Nördlich dieses Wohugürtels erstreckt sich eine gigantische Zone von Wiesen und Steppen, wo ungezählte Herden von Haustieren weiden.

Der Anbau von pflanzlicher Nahrung und Nutzholz konzentriert sich auf die tropische Zone, die tausendmal günstiger dafür ist als die kalten Klimazonen.

Zu den Hauptfreuden der Menschen zählt das Reisen. Heute umspannt unseren ganzen Planeten die Spiralstraße, die durch Riesenbrücken über die Meerengen alle Kontinente miteinander verbindet." Weda fuhr mit dem Finger den Silberfaden entlang und drehte den Globus. "Auf ihr fahren in ununterbrochenem Strom Elektrozüge, und hunderttausende Menschen können sehr schnell aus der Wohnzone in die Steppen–, Feld– oder Waldzone befördert werden.
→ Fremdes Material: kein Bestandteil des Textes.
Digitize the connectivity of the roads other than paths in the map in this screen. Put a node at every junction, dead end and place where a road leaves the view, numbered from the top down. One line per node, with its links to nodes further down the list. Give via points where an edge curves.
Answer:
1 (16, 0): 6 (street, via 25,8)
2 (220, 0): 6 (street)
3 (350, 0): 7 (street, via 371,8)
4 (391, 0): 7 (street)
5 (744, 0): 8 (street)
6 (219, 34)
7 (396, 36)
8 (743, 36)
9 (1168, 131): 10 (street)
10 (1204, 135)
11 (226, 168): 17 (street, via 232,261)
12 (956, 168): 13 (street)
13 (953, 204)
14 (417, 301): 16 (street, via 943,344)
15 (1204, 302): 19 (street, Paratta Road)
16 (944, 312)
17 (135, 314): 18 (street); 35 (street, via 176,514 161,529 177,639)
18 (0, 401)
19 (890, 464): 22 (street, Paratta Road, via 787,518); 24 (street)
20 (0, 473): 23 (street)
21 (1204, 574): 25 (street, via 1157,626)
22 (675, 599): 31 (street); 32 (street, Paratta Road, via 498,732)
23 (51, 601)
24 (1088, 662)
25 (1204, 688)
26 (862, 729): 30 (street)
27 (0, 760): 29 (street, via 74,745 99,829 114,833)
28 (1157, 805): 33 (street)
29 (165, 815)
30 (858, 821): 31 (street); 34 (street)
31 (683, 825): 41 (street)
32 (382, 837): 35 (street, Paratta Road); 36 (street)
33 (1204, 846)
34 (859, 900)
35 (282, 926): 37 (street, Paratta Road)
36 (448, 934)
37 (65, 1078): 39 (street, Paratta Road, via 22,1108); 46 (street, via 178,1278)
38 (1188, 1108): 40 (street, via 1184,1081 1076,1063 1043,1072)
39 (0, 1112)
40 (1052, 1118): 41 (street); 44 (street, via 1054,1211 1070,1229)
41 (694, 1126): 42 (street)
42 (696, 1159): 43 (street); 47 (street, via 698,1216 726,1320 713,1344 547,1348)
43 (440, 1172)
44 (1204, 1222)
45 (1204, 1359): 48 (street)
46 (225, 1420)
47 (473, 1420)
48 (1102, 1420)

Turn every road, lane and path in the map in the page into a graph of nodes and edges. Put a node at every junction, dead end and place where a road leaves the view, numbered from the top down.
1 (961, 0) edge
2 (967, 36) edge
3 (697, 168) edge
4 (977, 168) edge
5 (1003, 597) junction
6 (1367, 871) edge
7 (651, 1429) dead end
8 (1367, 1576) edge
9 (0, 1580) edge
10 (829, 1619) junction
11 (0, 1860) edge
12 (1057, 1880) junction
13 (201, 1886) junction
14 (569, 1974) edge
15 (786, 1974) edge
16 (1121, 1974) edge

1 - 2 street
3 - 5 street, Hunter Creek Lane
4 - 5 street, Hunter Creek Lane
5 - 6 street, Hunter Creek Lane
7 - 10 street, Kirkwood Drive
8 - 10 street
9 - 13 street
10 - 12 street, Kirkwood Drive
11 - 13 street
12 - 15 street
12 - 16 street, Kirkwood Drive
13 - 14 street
Die planvolle Gestaltung des Lebens war es schließlich, die der mörderischen Jagd nach Geschwindigkeit, dem Bau immer schnellerer Transportmaschinen ein Ende setzte. Auf der Spiralstraße fahren die Züge zweihundert Kilometer in der Stunde, noch langsamer vollzieht sich der Transport auf den Zweigstraßen. Nur in seltenen Fällen werden schnelle Flugschiffe verwandt, die tausende Kilometer in der Stunde zurücklegen.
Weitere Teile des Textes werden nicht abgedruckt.